If Only the Dead Could Listen
- Cover of the first American edition, by Roland Lelaj
- Author: Gëzim Alpion
- Language: English
- Publisher: Globic Press
- Publication date: 2008
- Publication place: United States
- Media type: Print (Paperback)

= If Only the Dead Could Listen =

If Only the Dead Could Listen (Globic Press, 2008), by Gëzim Alpion, is a play about the treatment of asylum seekers and refugees in Britain. The play is a revised version of Alpion’s six-scene tragedy Vouchers (2001).

== Plot ==
The events of the play take place at a police station in a small town near London, UK, in December 2001.

Scene One: Bill Wright, a police sergeant in his late forties, is anxiously awaiting the arrival of Alma Stone, an Albanian researcher in London. She has volunteered to act as an interpreter at the interview of Leka Trimi, an Albanian asylum seeker from Kosova, who has been arrested on suspicion of theft. The conversation between Bill and Alma reveals that she suffers from an inferiority complex because of the bad press her country and expatriates receive in the British media. Bill is taken by surprise by her low opinion of her fellow Albanians.

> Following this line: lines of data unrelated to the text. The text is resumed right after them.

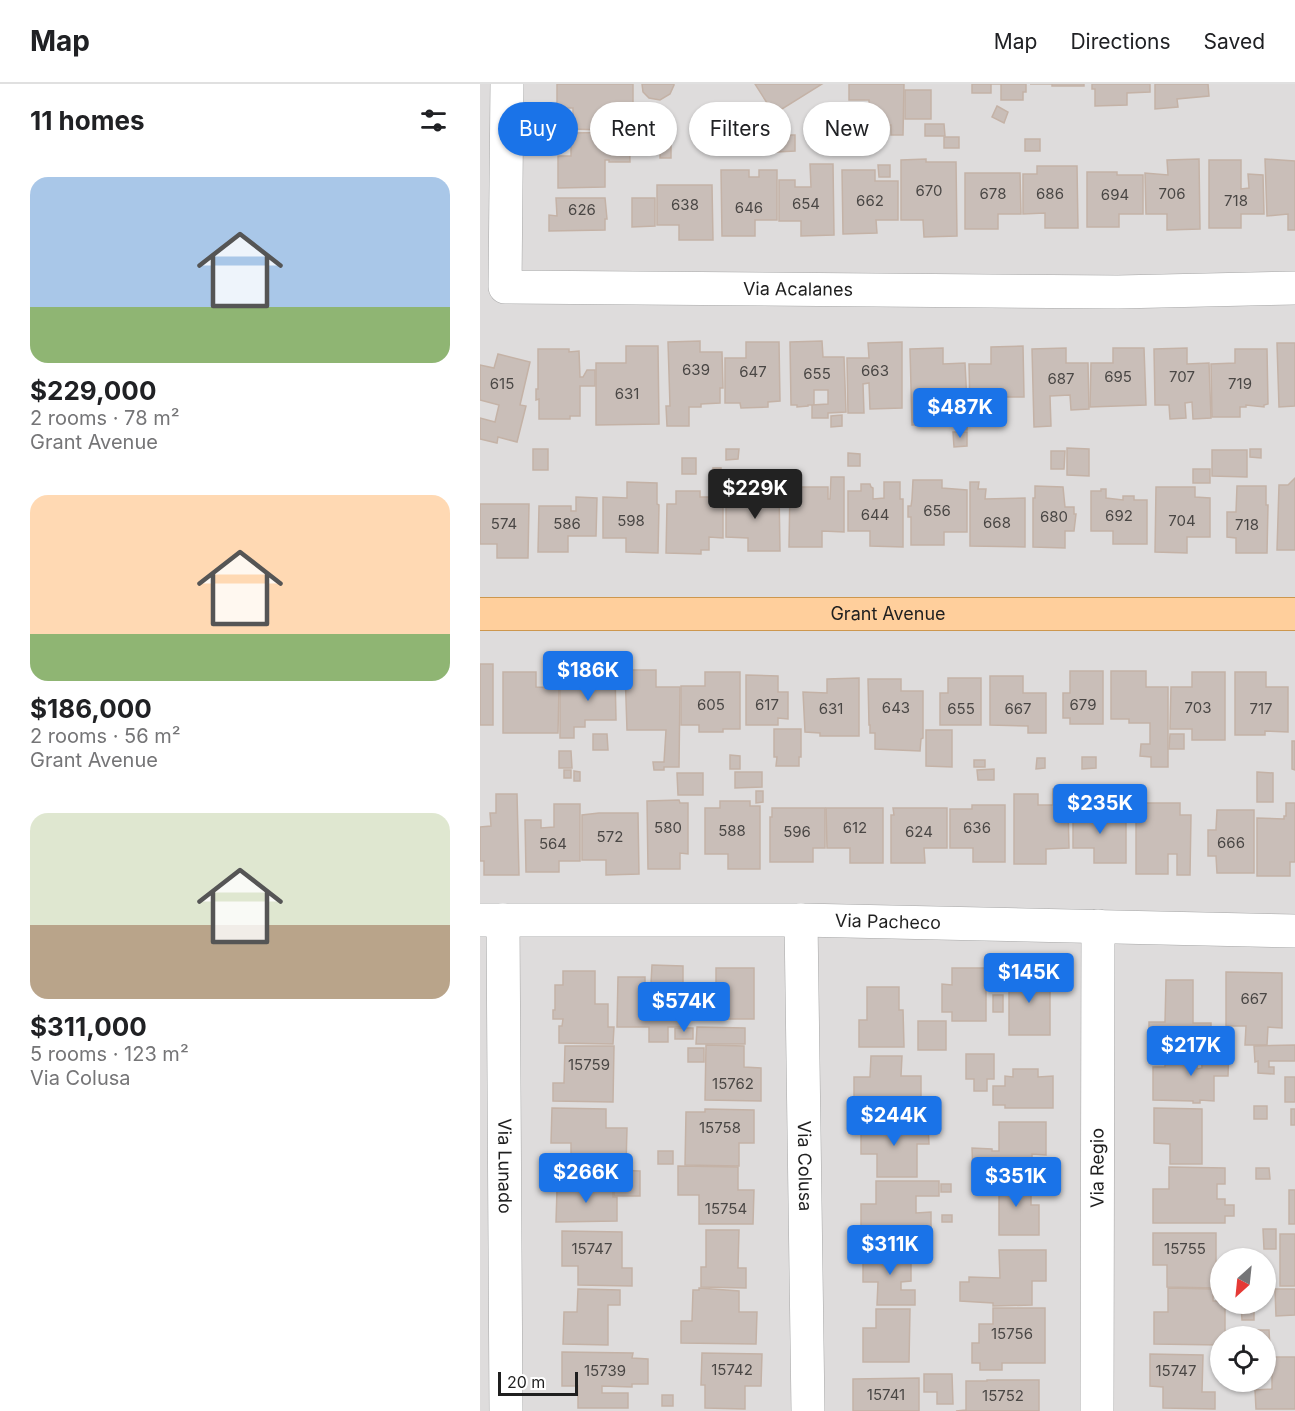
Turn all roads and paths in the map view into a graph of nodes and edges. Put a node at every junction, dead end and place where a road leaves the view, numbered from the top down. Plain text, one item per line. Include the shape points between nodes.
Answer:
1 (507, 84) edge
2 (1295, 288) edge
3 (480, 614) edge
4 (1295, 614) edge
5 (491, 920) edge
6 (801, 920) junction
7 (1098, 926) junction
8 (1295, 931) edge
9 (506, 1411) edge
10 (808, 1411) edge
11 (1097, 1411) edge

1 - 2 street, Via Acalanes via 505,287 1118,292
3 - 4 main road, Grant Avenue
5 - 6 street, Via Pacheco
5 - 9 street, Via Lunado
6 - 7 street, Via Pacheco
6 - 10 street, Via Colusa
7 - 8 street, Via Pacheco
7 - 11 street, Via Regio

Scene Two: John, a custody officer, orders Leka repeatedly to sit down when Bill and Alma enter the interview room. Leka is profusely apologetic to Bill for having hit him unintentionally the day before during a fight that had broken out between Leka and a fellow Albanian interpreter. Leka speaks broken English throughout the scene. He is very courteous towards Alma. When John leaves the interview room Bill and Alma fail to convince Leka that Alma is Albanian. Leka’s self-esteem and his opinion of his fellow Albanians are apparently so low that he cannot comprehend that some of his compatriots in the UK are not refugees. At some point Leka compares Alma to another woman with a Serbian name, something which makes Alma very curious. She tries without success to learn from Leka about the Serbian woman. Alma could sense that Leka has perhaps a Serbian wife/girlfriend, which, in her view, is very strange considering the hostility between the Albanians and the Serbs in Kosova. John interrupts the interview to inform Bill that the Chief of Police needs to see him immediately.

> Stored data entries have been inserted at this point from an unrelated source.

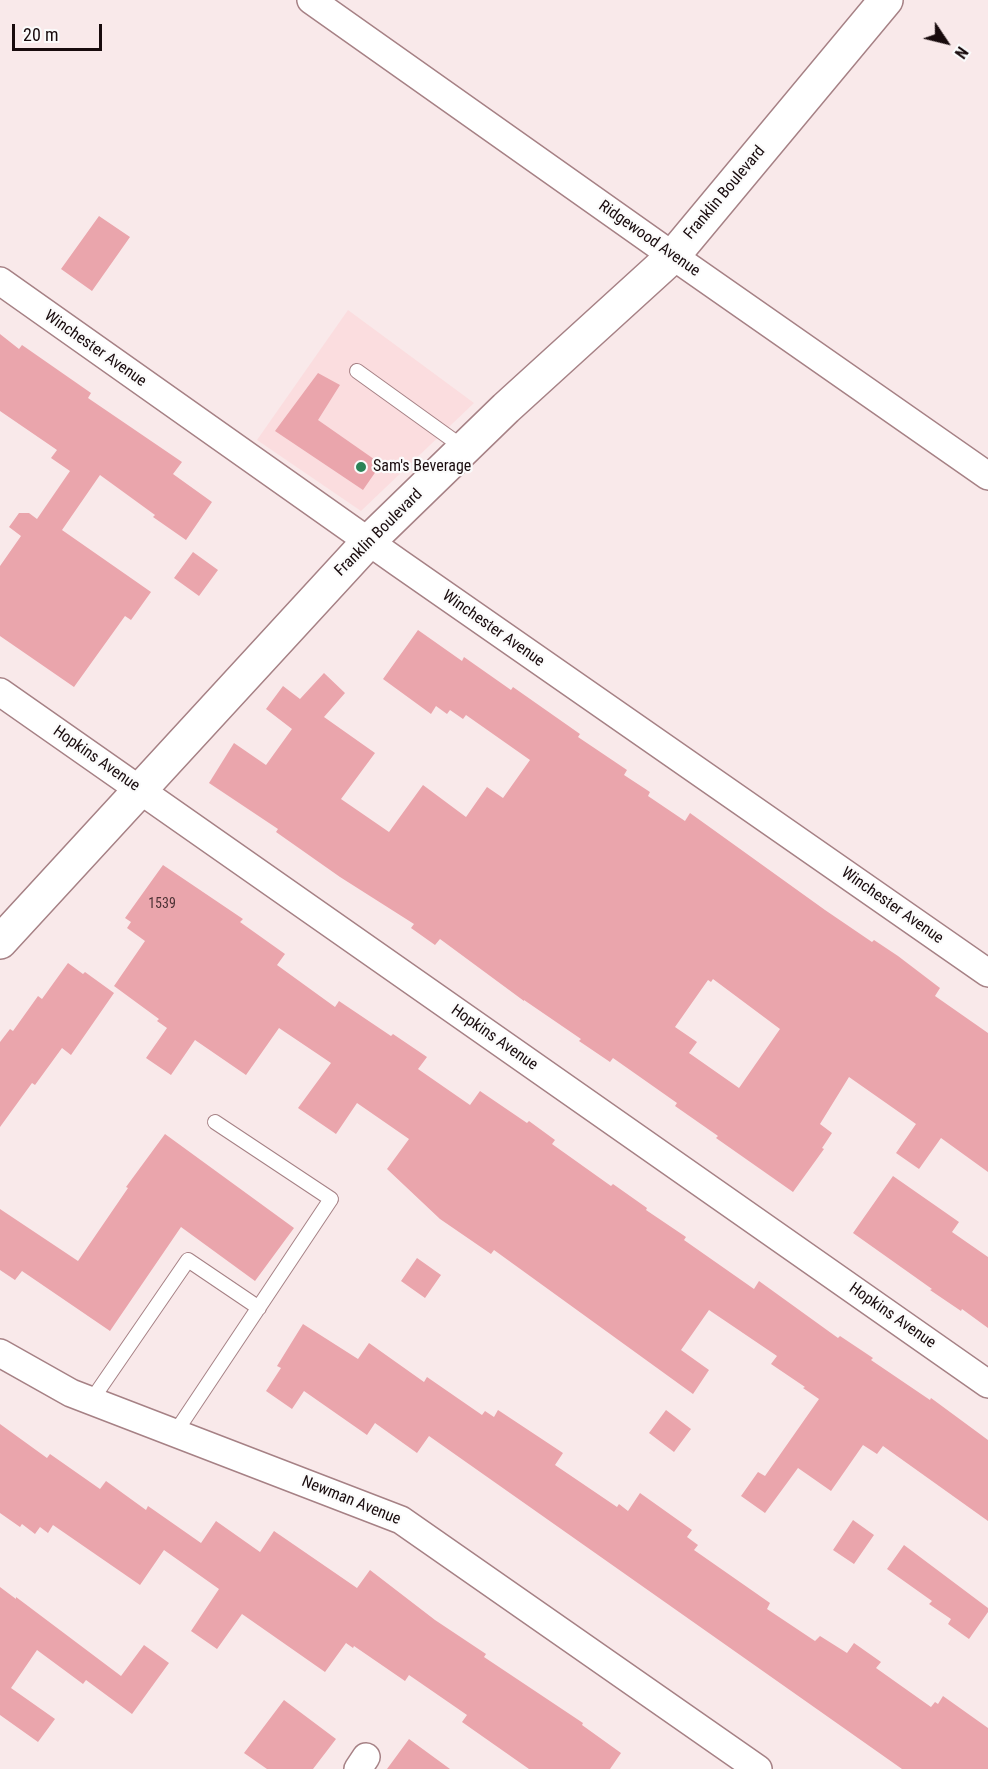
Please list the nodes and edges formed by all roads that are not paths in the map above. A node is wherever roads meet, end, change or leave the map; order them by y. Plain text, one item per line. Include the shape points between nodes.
1 (311, 0) edge
2 (886, 0) edge
3 (673, 256) junction
4 (0, 281) edge
5 (357, 371) dead end
6 (464, 448) junction
7 (988, 476) edge
8 (368, 542) junction
9 (0, 692) edge
10 (139, 789) junction
11 (0, 942) edge
12 (988, 973) edge
13 (215, 1122) dead end
14 (259, 1308) junction
15 (0, 1353) edge
16 (988, 1384) edge
17 (91, 1401) junction
18 (175, 1433) junction
19 (758, 1769) edge

1 - 3 street, Ridgewood Avenue
2 - 3 street, Franklin Boulevard
3 - 6 street, Franklin Boulevard
3 - 7 street, Ridgewood Avenue
4 - 8 street, Winchester Avenue
5 - 6 lane
6 - 8 street, Franklin Boulevard
8 - 10 street, Franklin Boulevard
8 - 12 street, Winchester Avenue
9 - 10 street, Hopkins Avenue
10 - 11 street, Franklin Boulevard
10 - 16 street, Hopkins Avenue
13 - 14 lane via 331,1199
14 - 17 lane via 188,1260
14 - 18 lane
15 - 17 street, Newman Avenue
17 - 18 street, Newman Avenue
18 - 19 street, Newman Avenue via 401,1520

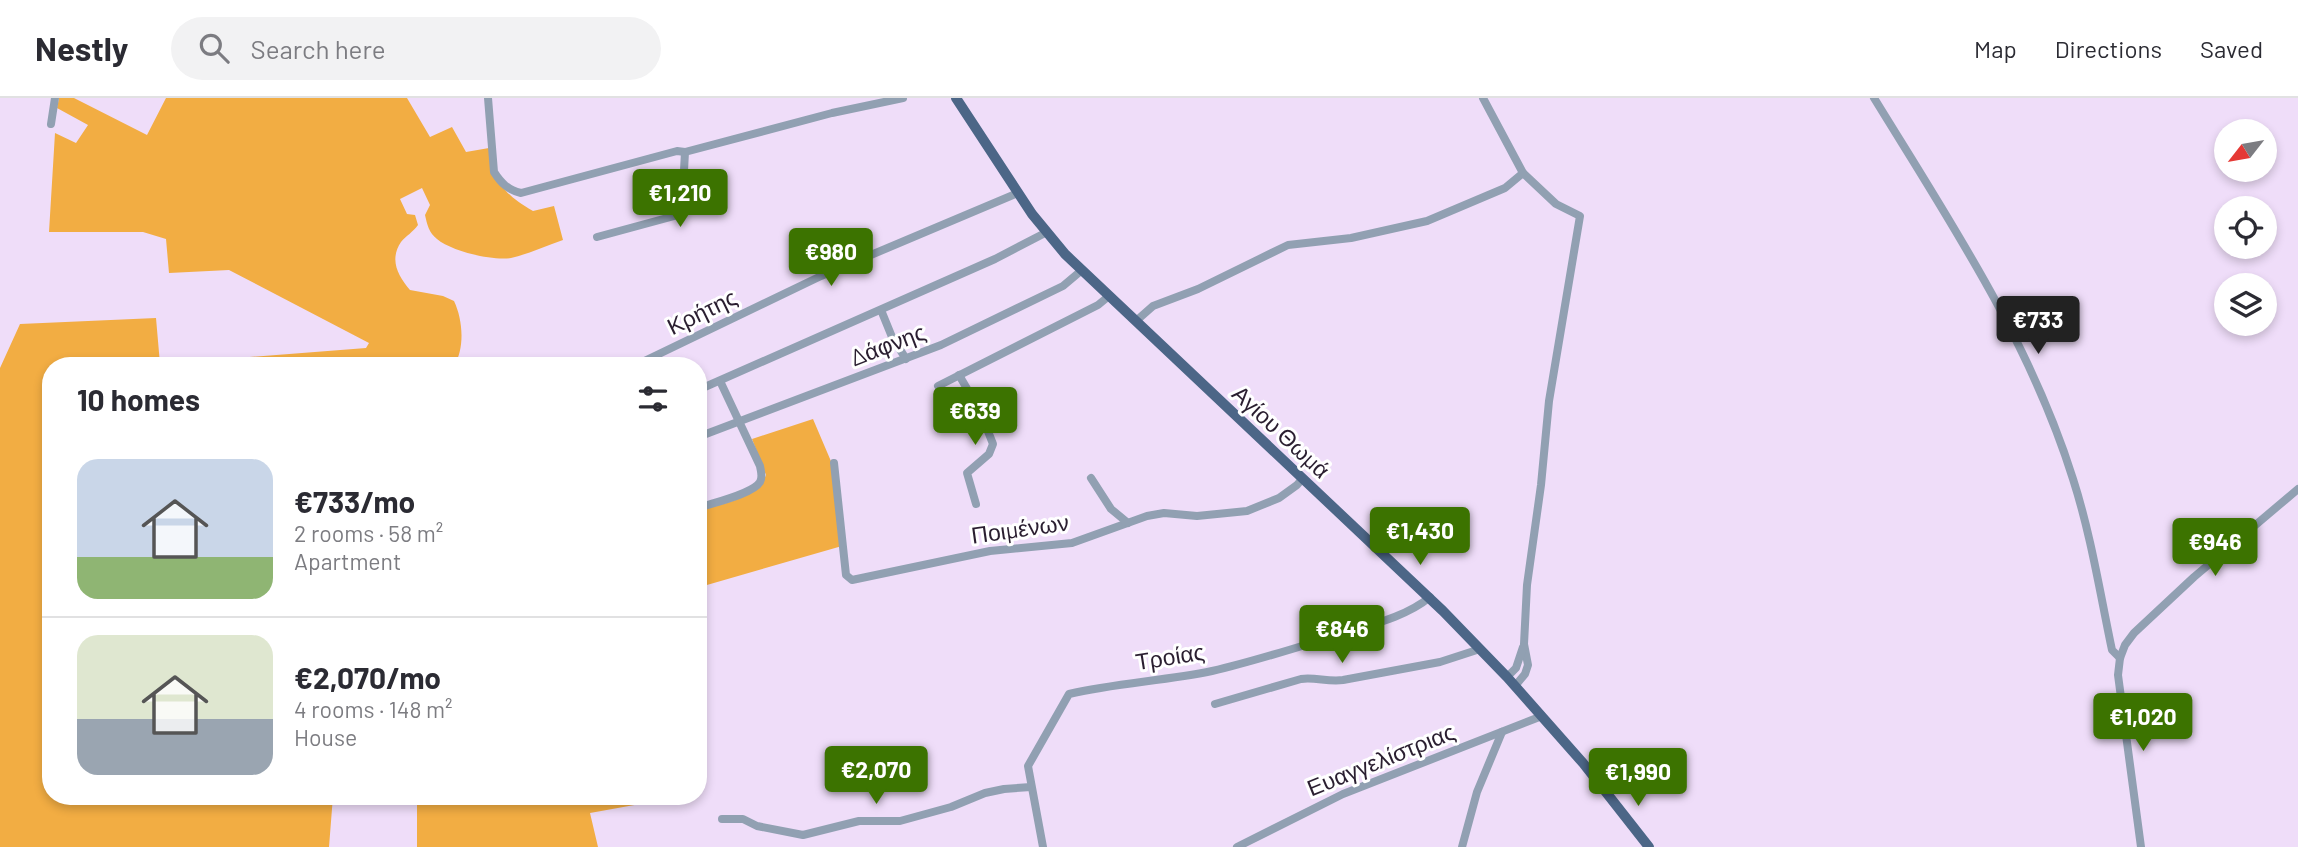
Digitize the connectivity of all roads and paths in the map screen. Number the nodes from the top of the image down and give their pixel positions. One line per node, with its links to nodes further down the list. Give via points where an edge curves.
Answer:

Scene Three: With Bill gone, Leka remains in the interview room, while John and Alma have a chat in the corridor. John is not aware that Alma is Albanian. Alma is eager to enter the interview room and ask Leka about the Serbian woman. She manages to get rid of John temporarily by flirting with him. When she is alone in the interview room with Leka, Alma asks him about the Serbian woman, but he avoids answering her questions. Always believing that she is British, Leka praises her and the British for their generosity towards asylum seekers and refugees. His speech, however, is often peppered with ironic remarks, which indicates that he is saying to her what he believes she wants to hear. Alma tells Leka she is Albanian but he does not believe her because, in his view, this is not the time for Albanians to pursue academic careers in the West. Alma grows increasingly fond of him. Their conversation is interrupted by Bill who is shocked to find her alone with Leka. John is rude to Alma when he learns that she is Albanian. Leka is traumatised when he realises for the first time that he has behaved with such humility in the presence of a fellow Albanian. Bill, Alma and John withdraw from the interview room, leaving Leka behind. John keeps guard in front of the door of the interview room while Bill takes Alma to his office telling her he will collect her personally once he has dealt with the emergency which caused him to interrupt the interview in Scene Two.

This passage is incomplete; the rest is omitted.